■ **Exercise goal**:
A faithful copy of all the data is required; pictures should not be included.
___ Records supplied ___
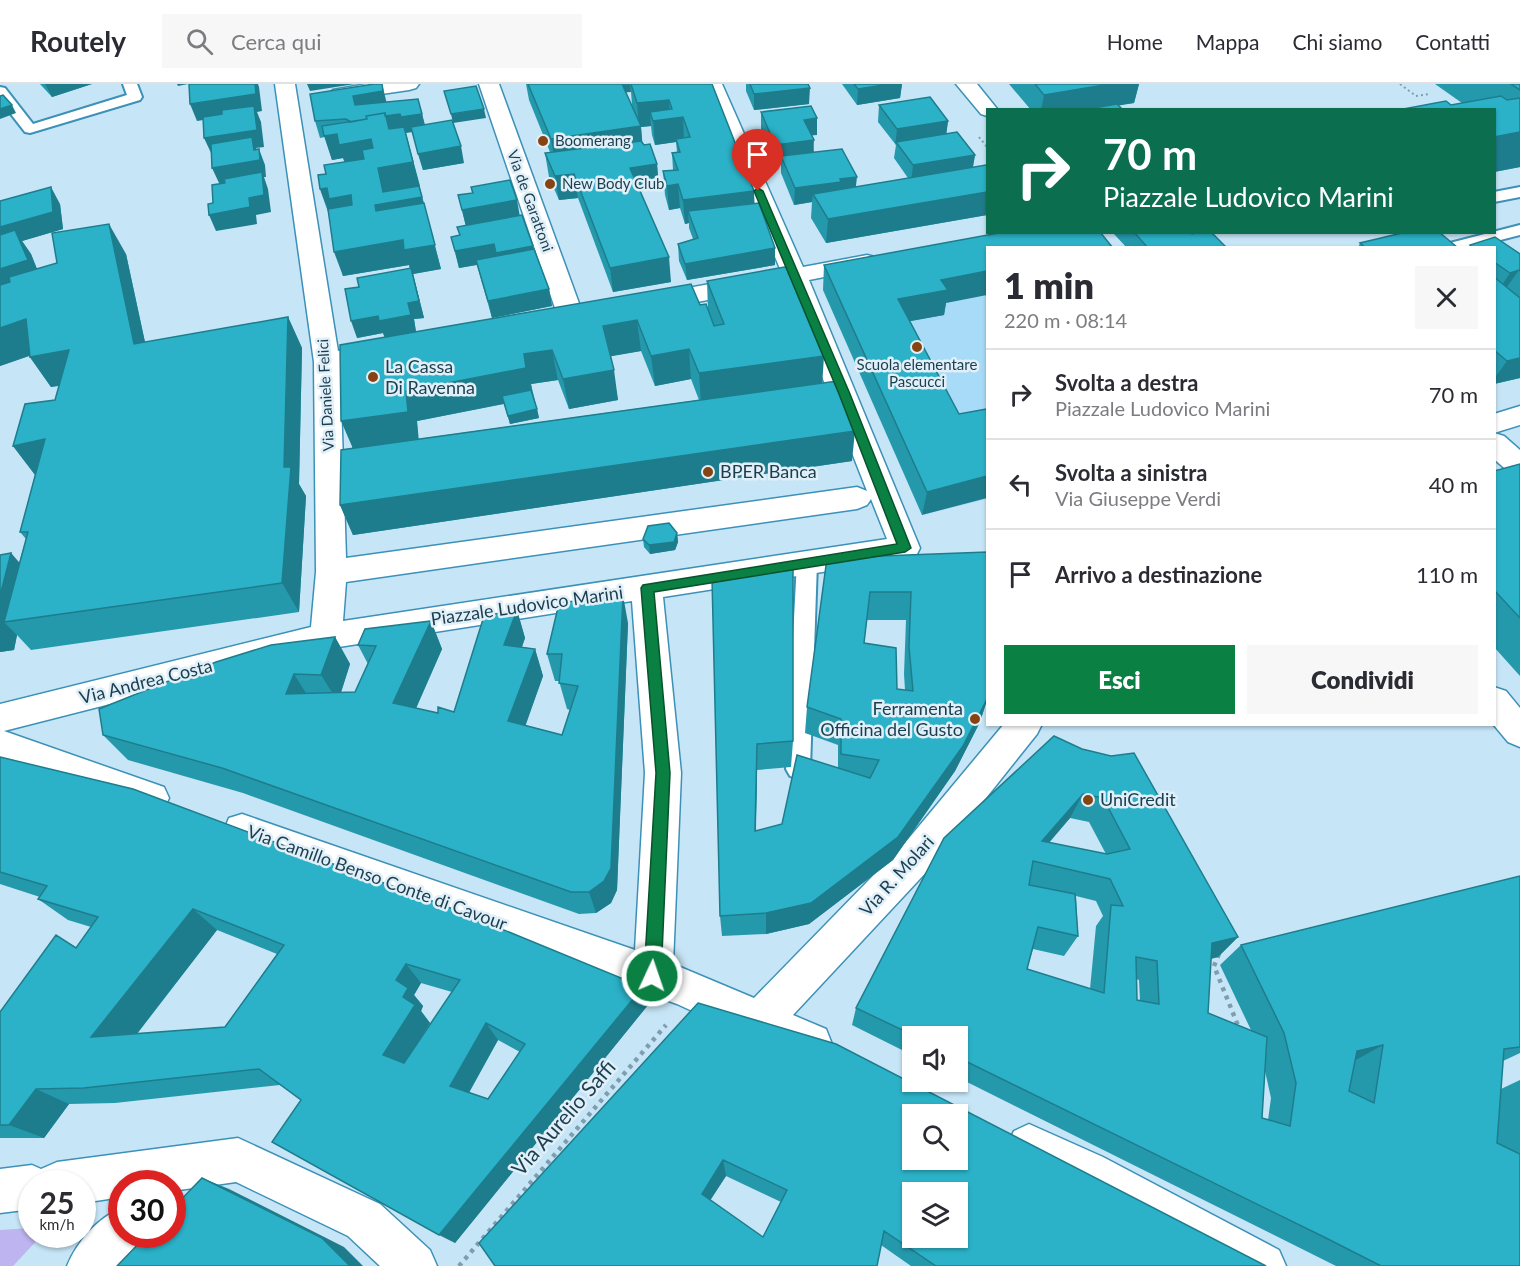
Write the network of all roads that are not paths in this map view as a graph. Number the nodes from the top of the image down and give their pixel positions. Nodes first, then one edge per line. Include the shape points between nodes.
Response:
1 (130, 84) edge
2 (409, 84) edge
3 (489, 84) edge
4 (712, 84) edge
5 (966, 84) edge
6 (0, 91) edge
7 (301, 95) edge
8 (986, 108) edge
9 (1520, 192) edge
10 (1496, 197) edge
11 (1520, 230) edge
12 (1456, 246) edge
13 (887, 259) edge
14 (795, 276) junction
15 (627, 307) edge
16 (571, 317) edge
17 (411, 346) edge
18 (327, 362) junction
19 (1520, 415) edge
20 (1496, 422) edge
21 (1496, 445) edge
22 (1520, 466) edge
23 (857, 498) dead end
24 (807, 562) junction
25 (331, 572) junction
26 (648, 588) junction
27 (326, 636) junction
28 (1496, 702) edge
29 (0, 718) edge
30 (1023, 726) edge
31 (1520, 732) edge
32 (0, 745) edge
33 (798, 769) edge
34 (180, 808) edge
35 (214, 820) edge
36 (652, 976) junction
37 (761, 1020) junction
38 (848, 1061) edge
39 (1000, 1132) edge
40 (186, 1172) edge
41 (18, 1189) edge
42 (0, 1191) edge
43 (108, 1246) edge
44 (90, 1266) edge
45 (414, 1266) edge
46 (1263, 1266) edge

1 - 6 lane via 135,97 30,129
2 - 7 street
3 - 16 street, Via de Garattoni
4 - 14 street
5 - 8 street
7 - 18 street, Via Daniele Felici
9 - 10 lane
11 - 12 lane
13 - 14 street
14 - 15 street
14 - 24 street, Piazzale Ludovico Marini via 831,396 905,548
17 - 18 street
18 - 25 street, Via Daniele Felici via 340,465
19 - 20 street
21 - 22 street
23 - 25 street
24 - 26 street, Piazzale Ludovico Marini
24 - 33 lane
25 - 27 street, Via Daniele Felici
26 - 27 street, Piazzale Ludovico Marini
26 - 36 street via 663,773
27 - 29 street, Via Andrea Costa
28 - 31 street
30 - 37 street, Via R. Molari via 918,855
32 - 34 street
35 - 36 street, Via Camillo Benso Conte di Cavour
36 - 37 street, Via Camillo Benso Conte di Cavour
37 - 38 street, Via Camillo Benso Conte di Cavour
39 - 46 street
40 - 45 street via 238,1160 364,1220
41 - 42 street
43 - 44 street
___
■ **Solution to this exercise**:
Write the network of all roads that are not paths in this map view as a graph. Number the nodes from the top of the image down and give their pixel positions. Nodes first, then one edge per line. Include the shape points between nodes.
Response:
1 (130, 84) edge
2 (409, 84) edge
3 (489, 84) edge
4 (712, 84) edge
5 (966, 84) edge
6 (0, 91) edge
7 (301, 95) edge
8 (986, 108) edge
9 (1520, 192) edge
10 (1496, 197) edge
11 (1520, 230) edge
12 (1456, 246) edge
13 (887, 259) edge
14 (795, 276) junction
15 (627, 307) edge
16 (571, 317) edge
17 (411, 346) edge
18 (327, 362) junction
19 (1520, 415) edge
20 (1496, 422) edge
21 (1496, 445) edge
22 (1520, 466) edge
23 (857, 498) dead end
24 (807, 562) junction
25 (331, 572) junction
26 (648, 588) junction
27 (326, 636) junction
28 (1496, 702) edge
29 (0, 718) edge
30 (1023, 726) edge
31 (1520, 732) edge
32 (0, 745) edge
33 (798, 769) edge
34 (180, 808) edge
35 (214, 820) edge
36 (652, 976) junction
37 (761, 1020) junction
38 (848, 1061) edge
39 (1000, 1132) edge
40 (186, 1172) edge
41 (18, 1189) edge
42 (0, 1191) edge
43 (108, 1246) edge
44 (90, 1266) edge
45 (414, 1266) edge
46 (1263, 1266) edge

1 - 6 lane via 135,97 30,129
2 - 7 street
3 - 16 street, Via de Garattoni
4 - 14 street
5 - 8 street
7 - 18 street, Via Daniele Felici
9 - 10 lane
11 - 12 lane
13 - 14 street
14 - 15 street
14 - 24 street, Piazzale Ludovico Marini via 831,396 905,548
17 - 18 street
18 - 25 street, Via Daniele Felici via 340,465
19 - 20 street
21 - 22 street
23 - 25 street
24 - 26 street, Piazzale Ludovico Marini
24 - 33 lane
25 - 27 street, Via Daniele Felici
26 - 27 street, Piazzale Ludovico Marini
26 - 36 street via 663,773
27 - 29 street, Via Andrea Costa
28 - 31 street
30 - 37 street, Via R. Molari via 918,855
32 - 34 street
35 - 36 street, Via Camillo Benso Conte di Cavour
36 - 37 street, Via Camillo Benso Conte di Cavour
37 - 38 street, Via Camillo Benso Conte di Cavour
39 - 46 street
40 - 45 street via 238,1160 364,1220
41 - 42 street
43 - 44 street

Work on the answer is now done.